Please retype every record below exactly, leaving the pictures out.

Stored items from a collection:
* * * *

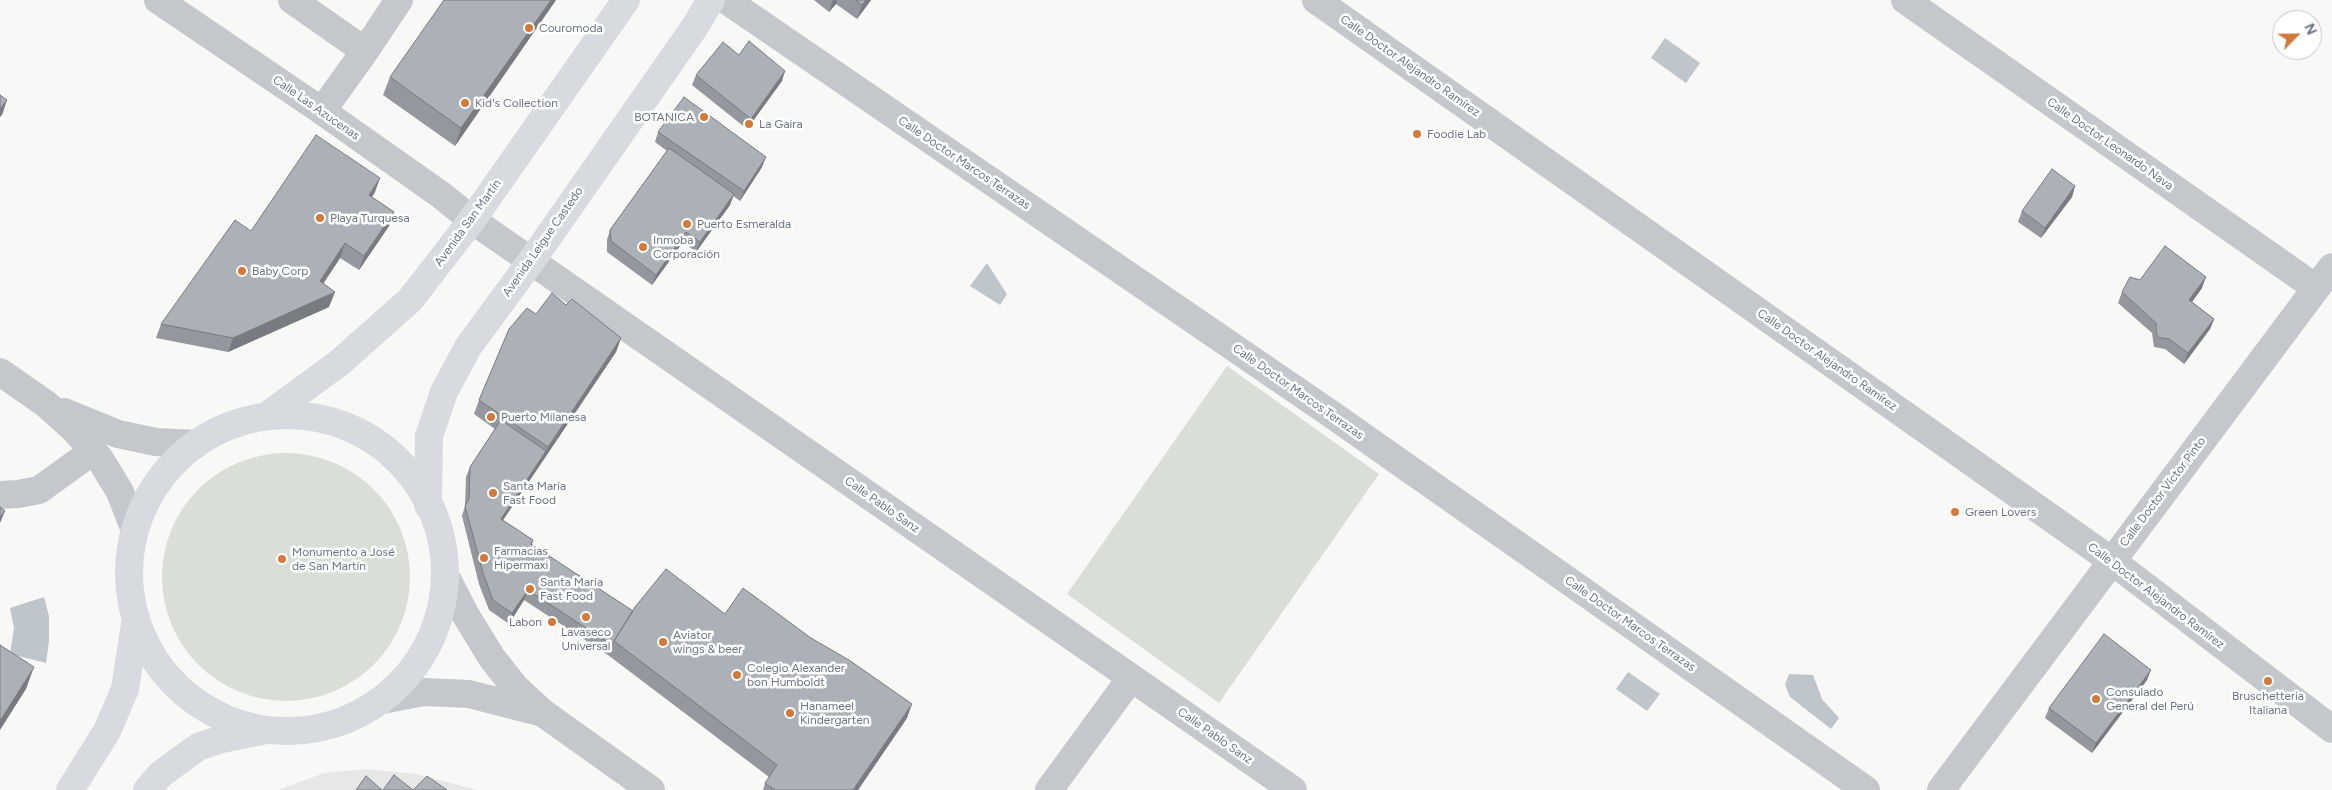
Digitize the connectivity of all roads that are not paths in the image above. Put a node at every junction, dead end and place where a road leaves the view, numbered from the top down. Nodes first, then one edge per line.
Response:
1 (158, 0) edge
2 (292, 0) edge
3 (399, 0) edge
4 (626, 0) edge
5 (712, 0) edge
6 (726, 0) edge
7 (1316, 0) edge
8 (1905, 0) edge
9 (365, 51) junction
10 (322, 112) junction
11 (472, 220) junction
12 (532, 260) junction
13 (2332, 266) edge
14 (2316, 288) junction
15 (0, 372) edge
16 (46, 404) junction
17 (272, 412) junction
18 (196, 444) junction
19 (93, 451) junction
20 (0, 494) edge
21 (428, 505) junction
22 (134, 528) junction
23 (2112, 561) junction
24 (448, 581) junction
25 (136, 618) junction
26 (1131, 678) junction
27 (382, 700) junction
28 (543, 713) junction
29 (2332, 729) edge
30 (267, 730) junction
31 (70, 790) edge
32 (147, 790) edge
33 (651, 790) edge
34 (1049, 790) edge
35 (1293, 790) edge
36 (1866, 790) edge
37 (1941, 790) edge

1 - 10 street, Calle Las Azucenas
2 - 9 street
3 - 9 street
4 - 11 main road, Avenida San Martín
5 - 12 main road, Avenida Leigue Castedo
6 - 36 street, Calle Doctor Marcos Terrazas
7 - 23 street, Calle Doctor Alejandro Ramírez
8 - 14 street, Calle Doctor Leonardo Nava
9 - 10 street
10 - 11 street, Calle Las Azucenas
11 - 12 street, Calle Pablo Sanz
11 - 17 main road, Avenida San Martín
12 - 21 main road, Avenida Leigue Castedo
12 - 26 street, Calle Pablo Sanz
13 - 14 street, Calle Doctor Víctor Pinto
14 - 23 street, Calle Doctor Víctor Pinto
15 - 16 street
16 - 18 street
16 - 19 street
17 - 18 main road
17 - 21 main road
18 - 22 main road
19 - 20 street
19 - 22 street
21 - 24 main road
22 - 25 main road
23 - 29 street, Calle Doctor Alejandro Ramírez
23 - 37 street, Calle Doctor Víctor Pinto
24 - 27 main road
24 - 28 street
25 - 30 main road
25 - 31 main road
26 - 34 street
26 - 35 street, Calle Pablo Sanz
27 - 28 street
27 - 30 main road
28 - 33 street
30 - 32 main road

* * * *

SOLVED EXERCISE ::
Digitize the connectivity of all roads that are not paths in the image above. Put a node at every junction, dead end and place where a road leaves the view, numbered from the top down. Nodes first, then one edge per line.
Response:
1 (158, 0) edge
2 (292, 0) edge
3 (399, 0) edge
4 (626, 0) edge
5 (712, 0) edge
6 (726, 0) edge
7 (1316, 0) edge
8 (1905, 0) edge
9 (365, 51) junction
10 (322, 112) junction
11 (472, 220) junction
12 (532, 260) junction
13 (2332, 266) edge
14 (2316, 288) junction
15 (0, 372) edge
16 (46, 404) junction
17 (272, 412) junction
18 (196, 444) junction
19 (93, 451) junction
20 (0, 494) edge
21 (428, 505) junction
22 (134, 528) junction
23 (2112, 561) junction
24 (448, 581) junction
25 (136, 618) junction
26 (1131, 678) junction
27 (382, 700) junction
28 (543, 713) junction
29 (2332, 729) edge
30 (267, 730) junction
31 (70, 790) edge
32 (147, 790) edge
33 (651, 790) edge
34 (1049, 790) edge
35 (1293, 790) edge
36 (1866, 790) edge
37 (1941, 790) edge

1 - 10 street, Calle Las Azucenas
2 - 9 street
3 - 9 street
4 - 11 main road, Avenida San Martín
5 - 12 main road, Avenida Leigue Castedo
6 - 36 street, Calle Doctor Marcos Terrazas
7 - 23 street, Calle Doctor Alejandro Ramírez
8 - 14 street, Calle Doctor Leonardo Nava
9 - 10 street
10 - 11 street, Calle Las Azucenas
11 - 12 street, Calle Pablo Sanz
11 - 17 main road, Avenida San Martín
12 - 21 main road, Avenida Leigue Castedo
12 - 26 street, Calle Pablo Sanz
13 - 14 street, Calle Doctor Víctor Pinto
14 - 23 street, Calle Doctor Víctor Pinto
15 - 16 street
16 - 18 street
16 - 19 street
17 - 18 main road
17 - 21 main road
18 - 22 main road
19 - 20 street
19 - 22 street
21 - 24 main road
22 - 25 main road
23 - 29 street, Calle Doctor Alejandro Ramírez
23 - 37 street, Calle Doctor Víctor Pinto
24 - 27 main road
24 - 28 street
25 - 30 main road
25 - 31 main road
26 - 34 street
26 - 35 street, Calle Pablo Sanz
27 - 28 street
27 - 30 main road
28 - 33 street
30 - 32 main road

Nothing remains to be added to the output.